:: Data shown ::

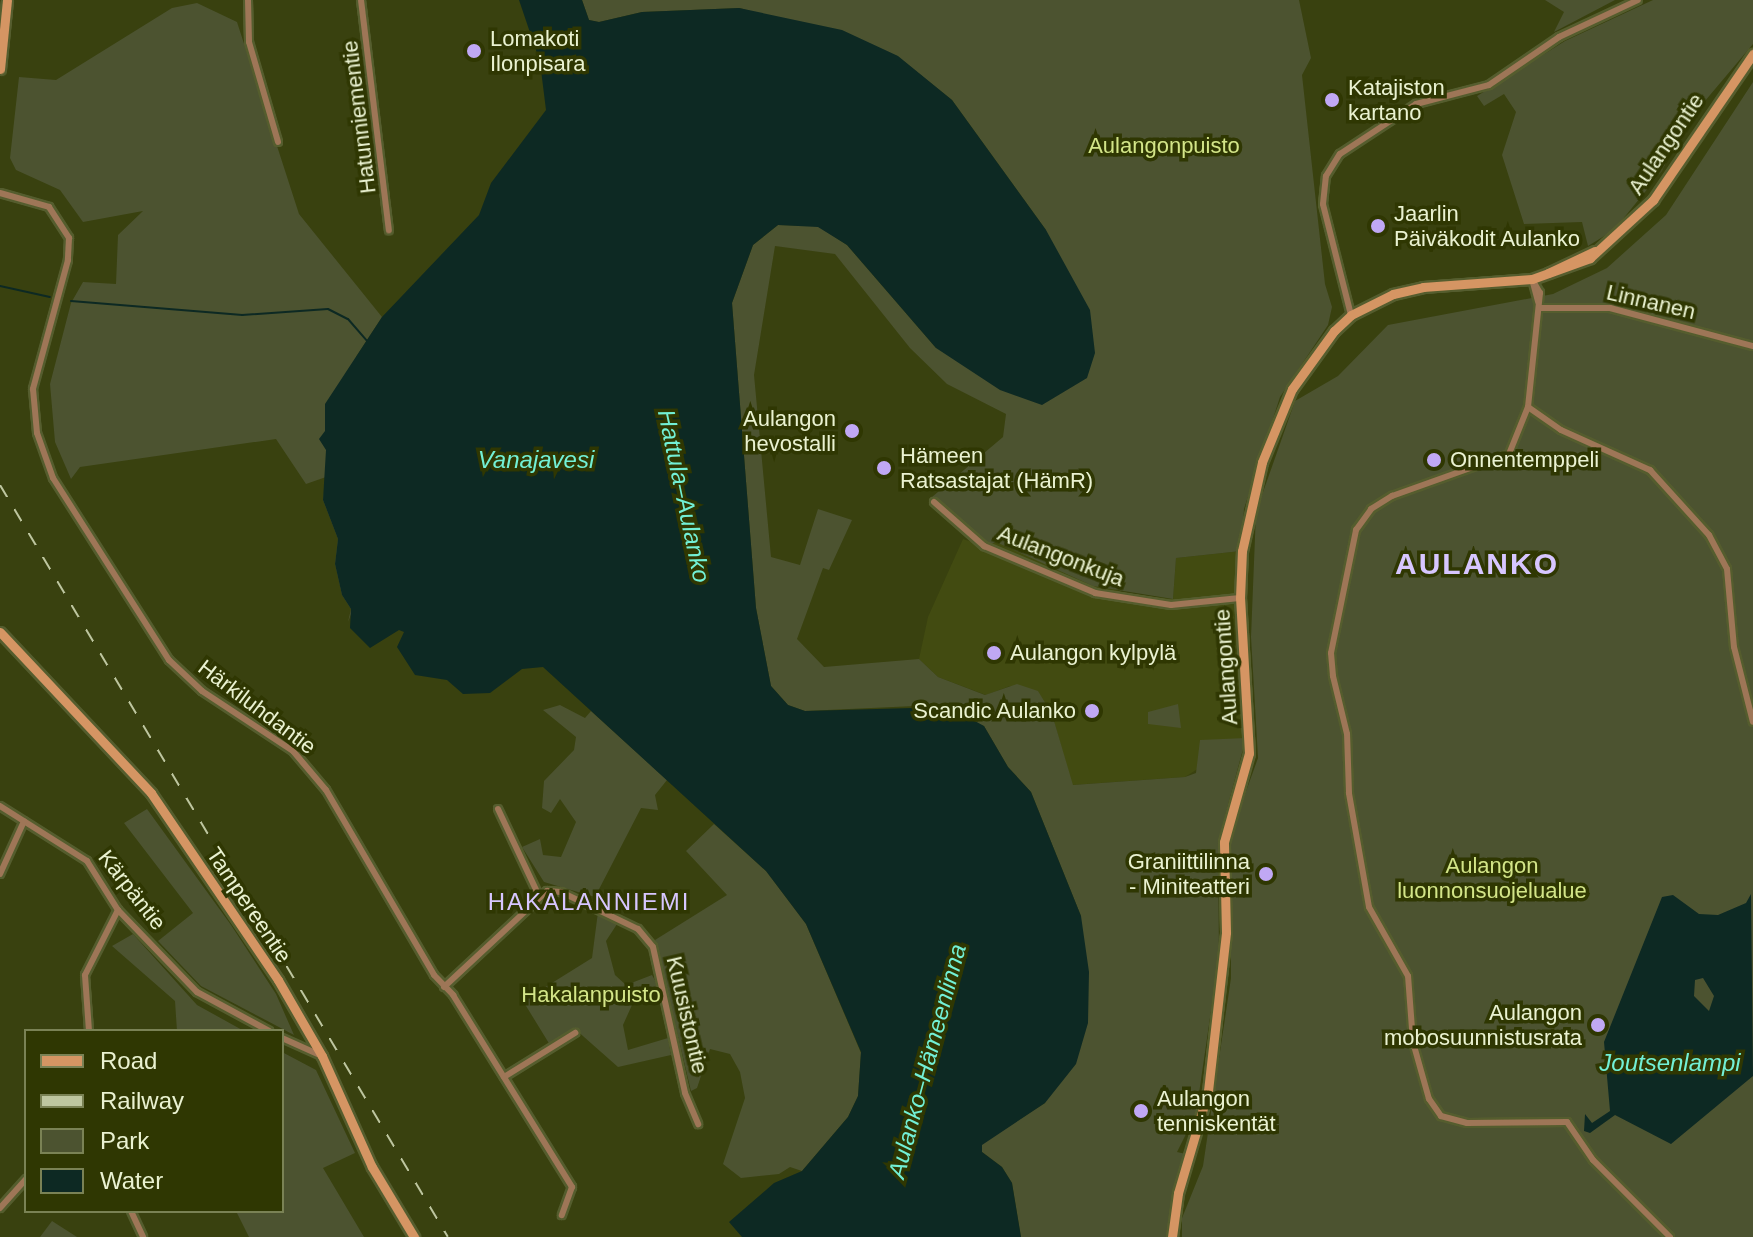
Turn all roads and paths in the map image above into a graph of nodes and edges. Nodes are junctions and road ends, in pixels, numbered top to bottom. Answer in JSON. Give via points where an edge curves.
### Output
{"nodes":[{"id":1,"x":7,"y":0,"type":"edge"},
{"id":2,"x":248,"y":0,"type":"edge"},
{"id":3,"x":361,"y":0,"type":"edge"},
{"id":4,"x":1638,"y":0,"type":"edge"},
{"id":5,"x":1753,"y":54,"type":"edge"},
{"id":6,"x":0,"y":69,"type":"edge"},
{"id":7,"x":278,"y":142,"type":"dead end"},
{"id":8,"x":0,"y":193,"type":"edge"},
{"id":9,"x":389,"y":230,"type":"dead end"},
{"id":10,"x":1532,"y":279,"type":"junction"},
{"id":11,"x":1539,"y":305,"type":"junction"},
{"id":12,"x":1351,"y":315,"type":"junction"},
{"id":13,"x":1753,"y":346,"type":"edge"},
{"id":14,"x":1528,"y":407,"type":"junction"},
{"id":15,"x":934,"y":502,"type":"dead end"},
{"id":16,"x":1240,"y":598,"type":"junction"},
{"id":17,"x":1,"y":635,"type":"edge"},
{"id":18,"x":1753,"y":722,"type":"edge"},
{"id":19,"x":0,"y":806,"type":"edge"},
{"id":20,"x":498,"y":809,"type":"dead end"},
{"id":21,"x":24,"y":821,"type":"junction"},
{"id":22,"x":0,"y":874,"type":"edge"},
{"id":23,"x":538,"y":894,"type":"junction"},
{"id":24,"x":118,"y":910,"type":"junction"},
{"id":25,"x":444,"y":987,"type":"junction"},
{"id":26,"x":89,"y":1029,"type":"edge"},
{"id":27,"x":265,"y":1029,"type":"edge"},
{"id":28,"x":575,"y":1033,"type":"dead end"},
{"id":29,"x":284,"y":1039,"type":"edge"},
{"id":30,"x":322,"y":1056,"type":"junction"},
{"id":31,"x":504,"y":1077,"type":"junction"},
{"id":32,"x":698,"y":1124,"type":"dead end"},
{"id":33,"x":24,"y":1181,"type":"edge"},
{"id":34,"x":0,"y":1208,"type":"edge"},
{"id":35,"x":132,"y":1213,"type":"edge"},
{"id":36,"x":562,"y":1215,"type":"dead end"},
{"id":37,"x":143,"y":1237,"type":"edge"},
{"id":38,"x":414,"y":1237,"type":"edge"},
{"id":39,"x":1172,"y":1237,"type":"edge"},
{"id":40,"x":1670,"y":1237,"type":"edge"}],
"edges":[{"from":1,"to":6,"type":"main road"},
{"from":2,"to":7,"type":"street","via":[[249,42]]},
{"from":3,"to":9,"type":"street","name":"Hatunniementie"},
{"from":4,"to":12,"type":"street","via":[[1559,37],[1489,85],[1416,104],[1333,161],[1323,185],[1323,204]]},
{"from":5,"to":10,"type":"main road","name":"Aulangontie","via":[[1653,200],[1602,248]]},
{"from":8,"to":25,"type":"street","name":"Härkiluhdantie","via":[[49,207],[69,238],[68,260],[33,389],[37,433],[53,478],[169,660],[202,691],[293,751],[318,778]]},
{"from":10,"to":11,"type":"street","via":[[1540,291]]},
{"from":10,"to":12,"type":"main road","name":"Aulangontie","via":[[1423,287],[1393,294]]},
{"from":11,"to":13,"type":"street","name":"Linnanen","via":[[1610,308]]},
{"from":11,"to":14,"type":"street"},
{"from":12,"to":16,"type":"main road","name":"Aulangontie","via":[[1315,352],[1275,426],[1247,522]]},
{"from":14,"to":18,"type":"street","via":[[1561,430],[1650,470],[1709,535],[1727,569],[1734,647]]},
{"from":14,"to":40,"type":"street","via":[[1509,454],[1392,496],[1371,509],[1356,530],[1331,653],[1347,734],[1350,799],[1369,907],[1410,985],[1413,1042],[1433,1108],[1467,1123],[1567,1122],[1593,1160]]},
{"from":15,"to":16,"type":"street","name":"Aulangonkuja","via":[[984,546],[1095,593],[1171,605]]},
{"from":16,"to":39,"type":"main road","name":"Aulangontie","via":[[1249,753],[1224,842],[1226,932],[1208,1091],[1178,1193]]},
{"from":17,"to":30,"type":"main road","name":"Tampereentie","via":[[136,773],[278,980]]},
{"from":19,"to":21,"type":"street","name":"Kärpäntie"},
{"from":20,"to":23,"type":"street"},
{"from":21,"to":22,"type":"street"},
{"from":21,"to":24,"type":"street","name":"Kärpäntie","via":[[87,861]]},
{"from":23,"to":25,"type":"street"},
{"from":23,"to":32,"type":"street","name":"Kuusistontie","via":[[561,892],[647,938],[673,1025],[685,1093]]},
{"from":24,"to":26,"type":"street","via":[[85,975]]},
{"from":24,"to":27,"type":"street","name":"Kärpäntie","via":[[197,992]]},
{"from":25,"to":31,"type":"street","name":"Härkiluhdantie"},
{"from":28,"to":31,"type":"street"},
{"from":29,"to":30,"type":"street"},
{"from":30,"to":38,"type":"main road","name":"Tampereentie","via":[[372,1167]]},
{"from":31,"to":36,"type":"street","name":"Härkiluhdantie","via":[[572,1187]]},
{"from":33,"to":34,"type":"street"},
{"from":35,"to":37,"type":"street"}]}
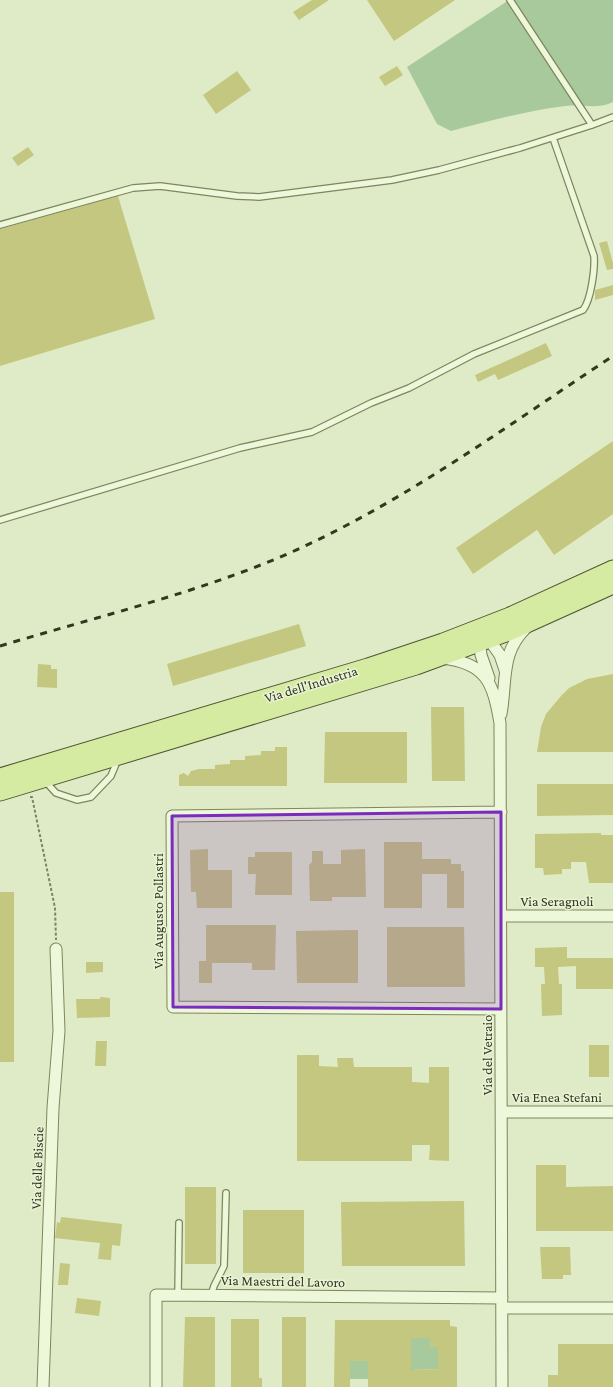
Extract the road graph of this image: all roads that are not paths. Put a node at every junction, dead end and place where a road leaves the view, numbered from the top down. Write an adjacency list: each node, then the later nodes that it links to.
1 (510, 0): 3 (lane)
2 (613, 117): 3 (lane)
3 (592, 126): 4 (lane)
4 (553, 138): 5 (lane); 6 (lane)
5 (0, 225)
6 (0, 520)
7 (613, 569): 10 (main road, Via dell'Industria)
8 (613, 585): 9 (main road, Via dell'Industria)
9 (532, 622): 10 (main road, Via dell'Industria); 12 (street, Via del Vetraio)
10 (483, 637): 11 (main road, Via dell'Industria); 12 (street, Via del Vetraio); 13 (street, Via del Vetraio); 16 (main road, Via dell'Industria)
11 (441, 658): 13 (street, Via del Vetraio); 15 (main road, Via dell'Industria)
12 (505, 671): 14 (street, Via del Vetraio)
13 (492, 688): 14 (street, Via del Vetraio)
14 (500, 723): 19 (street, Via del Vetraio)
15 (119, 756): 17 (main road, Via dell'Industria); 17 (lane)
16 (0, 777)
17 (44, 779): 18 (main road, Via dell'Industria)
18 (0, 792)
19 (501, 812): 20 (street, Via del Vetraio); 23 (street, Via Augusto Pollastri)
20 (501, 916): 21 (street, Via Seragnoli); 23 (street, Via del Vetraio)
21 (613, 916)
22 (56, 949): 32 (street, Via delle Biscie)
23 (501, 1009): 24 (street, Via del Vetraio)
24 (502, 1112): 25 (street, Via Enea Stefani); 30 (street, Via del Vetraio)
25 (613, 1112)
26 (226, 1193): 29 (lane)
27 (179, 1223): 28 (lane)
28 (178, 1295): 29 (street, Via Maestri del Lavoro); 33 (street, Via Maestri del Lavoro)
29 (211, 1295): 30 (street, Via Maestri del Lavoro)
30 (502, 1303): 31 (street); 34 (street, Via del Vetraio)
31 (613, 1308)
32 (43, 1387)
33 (156, 1387)
34 (502, 1387)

:::

Brief. Lines in the material above that include the string "numbered" should be listed.

Solution to the exercise.
Turn all roads and paths in the map image above into a graph of nodes and edges. Nodes are junctions and road ends, in pixels, numbered top to bottom. Answer in JSON. Give via points where an edge curves.
Extract the road graph of this image: all roads that are not paths. Put a node at every junction, dead end and place where a road leaves the view, numbered from the top down. Write an adjacency list: each node, then the later nodes that it links to.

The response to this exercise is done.